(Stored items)
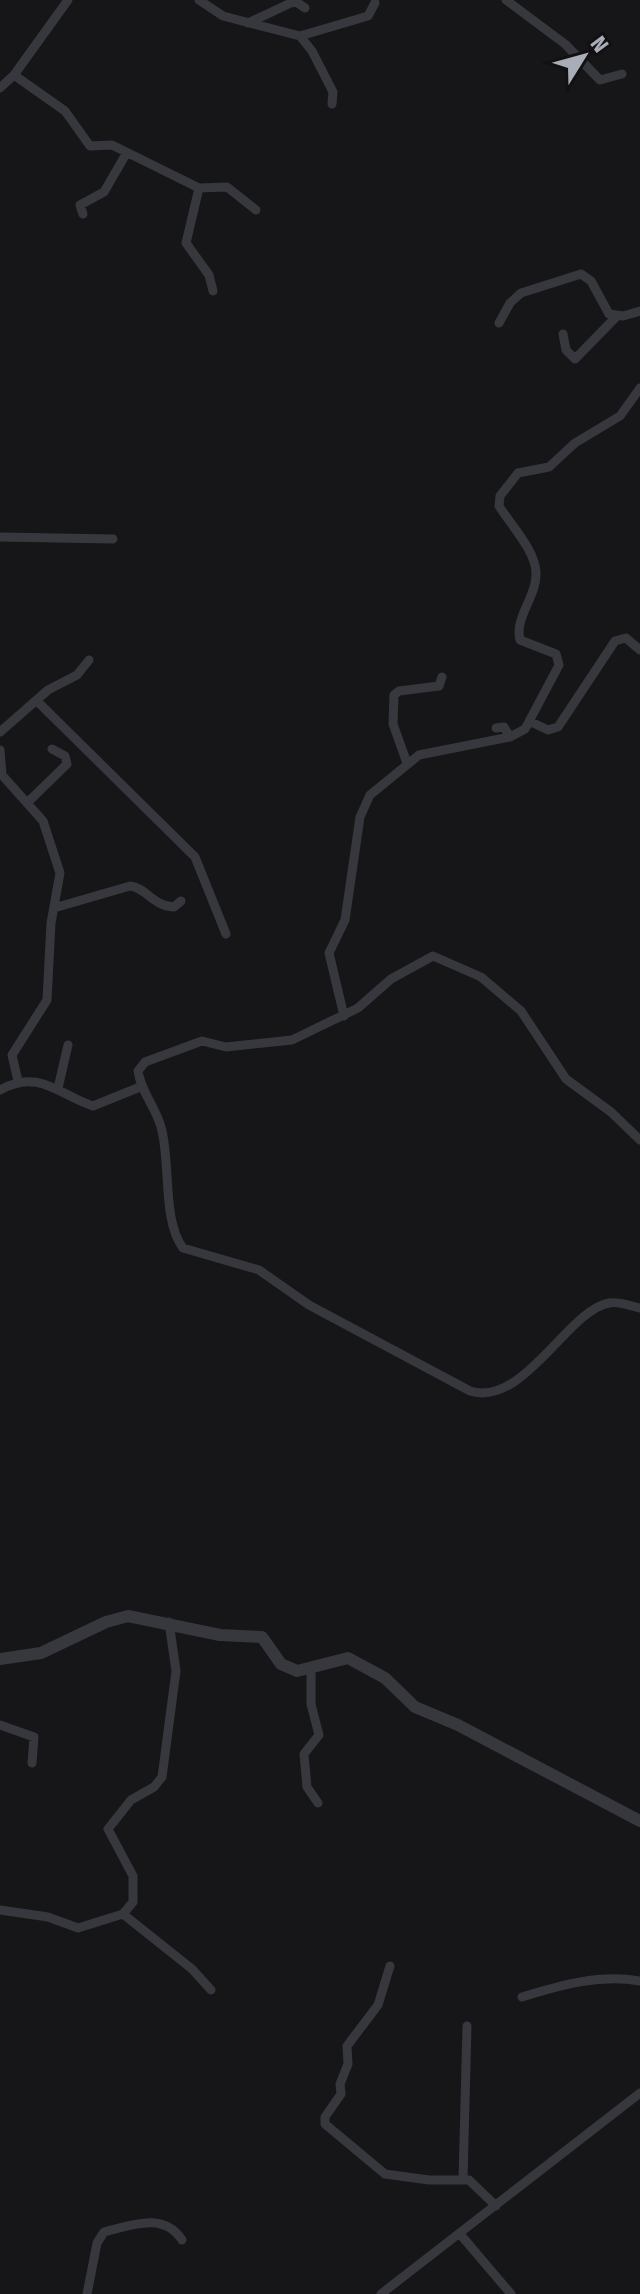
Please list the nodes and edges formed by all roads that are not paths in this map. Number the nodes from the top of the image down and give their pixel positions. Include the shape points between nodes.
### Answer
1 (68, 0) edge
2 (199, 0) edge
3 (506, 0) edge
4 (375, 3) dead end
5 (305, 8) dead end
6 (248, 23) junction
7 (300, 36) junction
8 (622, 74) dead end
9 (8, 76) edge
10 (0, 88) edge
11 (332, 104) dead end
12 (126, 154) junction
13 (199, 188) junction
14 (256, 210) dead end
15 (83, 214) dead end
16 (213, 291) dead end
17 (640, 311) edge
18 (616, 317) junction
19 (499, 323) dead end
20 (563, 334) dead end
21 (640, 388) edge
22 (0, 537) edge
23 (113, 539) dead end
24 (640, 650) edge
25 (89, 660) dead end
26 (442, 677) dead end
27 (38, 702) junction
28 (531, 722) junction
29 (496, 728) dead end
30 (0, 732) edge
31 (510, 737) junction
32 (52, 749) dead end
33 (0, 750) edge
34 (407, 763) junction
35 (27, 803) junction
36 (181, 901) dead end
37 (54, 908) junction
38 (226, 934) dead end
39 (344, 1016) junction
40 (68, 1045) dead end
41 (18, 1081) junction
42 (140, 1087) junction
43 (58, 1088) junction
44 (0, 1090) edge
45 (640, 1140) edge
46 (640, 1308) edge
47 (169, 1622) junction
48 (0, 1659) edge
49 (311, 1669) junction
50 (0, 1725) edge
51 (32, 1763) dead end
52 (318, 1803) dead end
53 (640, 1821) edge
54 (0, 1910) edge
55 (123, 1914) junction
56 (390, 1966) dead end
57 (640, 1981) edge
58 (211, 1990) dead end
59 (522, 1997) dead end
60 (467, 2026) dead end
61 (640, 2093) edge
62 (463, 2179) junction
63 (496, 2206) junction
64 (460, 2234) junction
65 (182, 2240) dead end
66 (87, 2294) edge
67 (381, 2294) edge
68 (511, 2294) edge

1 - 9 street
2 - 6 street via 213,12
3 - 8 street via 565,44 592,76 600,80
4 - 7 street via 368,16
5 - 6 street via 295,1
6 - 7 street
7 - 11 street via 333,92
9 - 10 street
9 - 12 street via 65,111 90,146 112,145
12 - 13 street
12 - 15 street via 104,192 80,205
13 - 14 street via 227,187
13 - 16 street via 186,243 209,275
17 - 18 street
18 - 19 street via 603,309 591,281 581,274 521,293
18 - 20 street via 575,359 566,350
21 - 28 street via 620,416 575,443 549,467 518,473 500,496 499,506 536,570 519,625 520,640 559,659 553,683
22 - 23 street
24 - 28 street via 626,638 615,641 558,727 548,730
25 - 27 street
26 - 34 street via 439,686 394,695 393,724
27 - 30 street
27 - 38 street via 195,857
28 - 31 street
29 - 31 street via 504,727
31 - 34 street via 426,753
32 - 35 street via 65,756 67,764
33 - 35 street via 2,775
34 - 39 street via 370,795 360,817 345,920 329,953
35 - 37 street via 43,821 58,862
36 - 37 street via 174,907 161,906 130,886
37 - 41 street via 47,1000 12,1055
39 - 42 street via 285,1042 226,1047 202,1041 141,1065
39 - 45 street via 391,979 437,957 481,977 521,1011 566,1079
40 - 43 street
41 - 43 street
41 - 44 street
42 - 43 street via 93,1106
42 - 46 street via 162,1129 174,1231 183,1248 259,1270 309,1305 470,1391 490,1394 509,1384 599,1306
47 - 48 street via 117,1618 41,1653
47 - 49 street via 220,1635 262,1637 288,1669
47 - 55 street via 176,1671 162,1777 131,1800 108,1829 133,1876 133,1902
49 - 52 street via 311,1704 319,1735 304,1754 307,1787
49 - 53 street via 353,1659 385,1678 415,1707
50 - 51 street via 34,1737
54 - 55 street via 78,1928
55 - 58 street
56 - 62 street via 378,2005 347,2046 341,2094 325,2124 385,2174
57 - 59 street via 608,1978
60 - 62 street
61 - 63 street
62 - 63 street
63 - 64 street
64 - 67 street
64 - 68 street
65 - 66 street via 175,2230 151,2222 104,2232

> [Task to carry out] Go through the entries above and write them out again exactly, images left behind.

> [Answer section]
Please list the nodes and edges formed by all roads that are not paths in this map. Number the nodes from the top of the image down and give their pixel positions. Include the shape points between nodes.
### Answer
1 (68, 0) edge
2 (199, 0) edge
3 (506, 0) edge
4 (375, 3) dead end
5 (305, 8) dead end
6 (248, 23) junction
7 (300, 36) junction
8 (622, 74) dead end
9 (8, 76) edge
10 (0, 88) edge
11 (332, 104) dead end
12 (126, 154) junction
13 (199, 188) junction
14 (256, 210) dead end
15 (83, 214) dead end
16 (213, 291) dead end
17 (640, 311) edge
18 (616, 317) junction
19 (499, 323) dead end
20 (563, 334) dead end
21 (640, 388) edge
22 (0, 537) edge
23 (113, 539) dead end
24 (640, 650) edge
25 (89, 660) dead end
26 (442, 677) dead end
27 (38, 702) junction
28 (531, 722) junction
29 (496, 728) dead end
30 (0, 732) edge
31 (510, 737) junction
32 (52, 749) dead end
33 (0, 750) edge
34 (407, 763) junction
35 (27, 803) junction
36 (181, 901) dead end
37 (54, 908) junction
38 (226, 934) dead end
39 (344, 1016) junction
40 (68, 1045) dead end
41 (18, 1081) junction
42 (140, 1087) junction
43 (58, 1088) junction
44 (0, 1090) edge
45 (640, 1140) edge
46 (640, 1308) edge
47 (169, 1622) junction
48 (0, 1659) edge
49 (311, 1669) junction
50 (0, 1725) edge
51 (32, 1763) dead end
52 (318, 1803) dead end
53 (640, 1821) edge
54 (0, 1910) edge
55 (123, 1914) junction
56 (390, 1966) dead end
57 (640, 1981) edge
58 (211, 1990) dead end
59 (522, 1997) dead end
60 (467, 2026) dead end
61 (640, 2093) edge
62 (463, 2179) junction
63 (496, 2206) junction
64 (460, 2234) junction
65 (182, 2240) dead end
66 (87, 2294) edge
67 (381, 2294) edge
68 (511, 2294) edge

1 - 9 street
2 - 6 street via 213,12
3 - 8 street via 565,44 592,76 600,80
4 - 7 street via 368,16
5 - 6 street via 295,1
6 - 7 street
7 - 11 street via 333,92
9 - 10 street
9 - 12 street via 65,111 90,146 112,145
12 - 13 street
12 - 15 street via 104,192 80,205
13 - 14 street via 227,187
13 - 16 street via 186,243 209,275
17 - 18 street
18 - 19 street via 603,309 591,281 581,274 521,293
18 - 20 street via 575,359 566,350
21 - 28 street via 620,416 575,443 549,467 518,473 500,496 499,506 536,570 519,625 520,640 559,659 553,683
22 - 23 street
24 - 28 street via 626,638 615,641 558,727 548,730
25 - 27 street
26 - 34 street via 439,686 394,695 393,724
27 - 30 street
27 - 38 street via 195,857
28 - 31 street
29 - 31 street via 504,727
31 - 34 street via 426,753
32 - 35 street via 65,756 67,764
33 - 35 street via 2,775
34 - 39 street via 370,795 360,817 345,920 329,953
35 - 37 street via 43,821 58,862
36 - 37 street via 174,907 161,906 130,886
37 - 41 street via 47,1000 12,1055
39 - 42 street via 285,1042 226,1047 202,1041 141,1065
39 - 45 street via 391,979 437,957 481,977 521,1011 566,1079
40 - 43 street
41 - 43 street
41 - 44 street
42 - 43 street via 93,1106
42 - 46 street via 162,1129 174,1231 183,1248 259,1270 309,1305 470,1391 490,1394 509,1384 599,1306
47 - 48 street via 117,1618 41,1653
47 - 49 street via 220,1635 262,1637 288,1669
47 - 55 street via 176,1671 162,1777 131,1800 108,1829 133,1876 133,1902
49 - 52 street via 311,1704 319,1735 304,1754 307,1787
49 - 53 street via 353,1659 385,1678 415,1707
50 - 51 street via 34,1737
54 - 55 street via 78,1928
55 - 58 street
56 - 62 street via 378,2005 347,2046 341,2094 325,2124 385,2174
57 - 59 street via 608,1978
60 - 62 street
61 - 63 street
62 - 63 street
63 - 64 street
64 - 67 street
64 - 68 street
65 - 66 street via 175,2230 151,2222 104,2232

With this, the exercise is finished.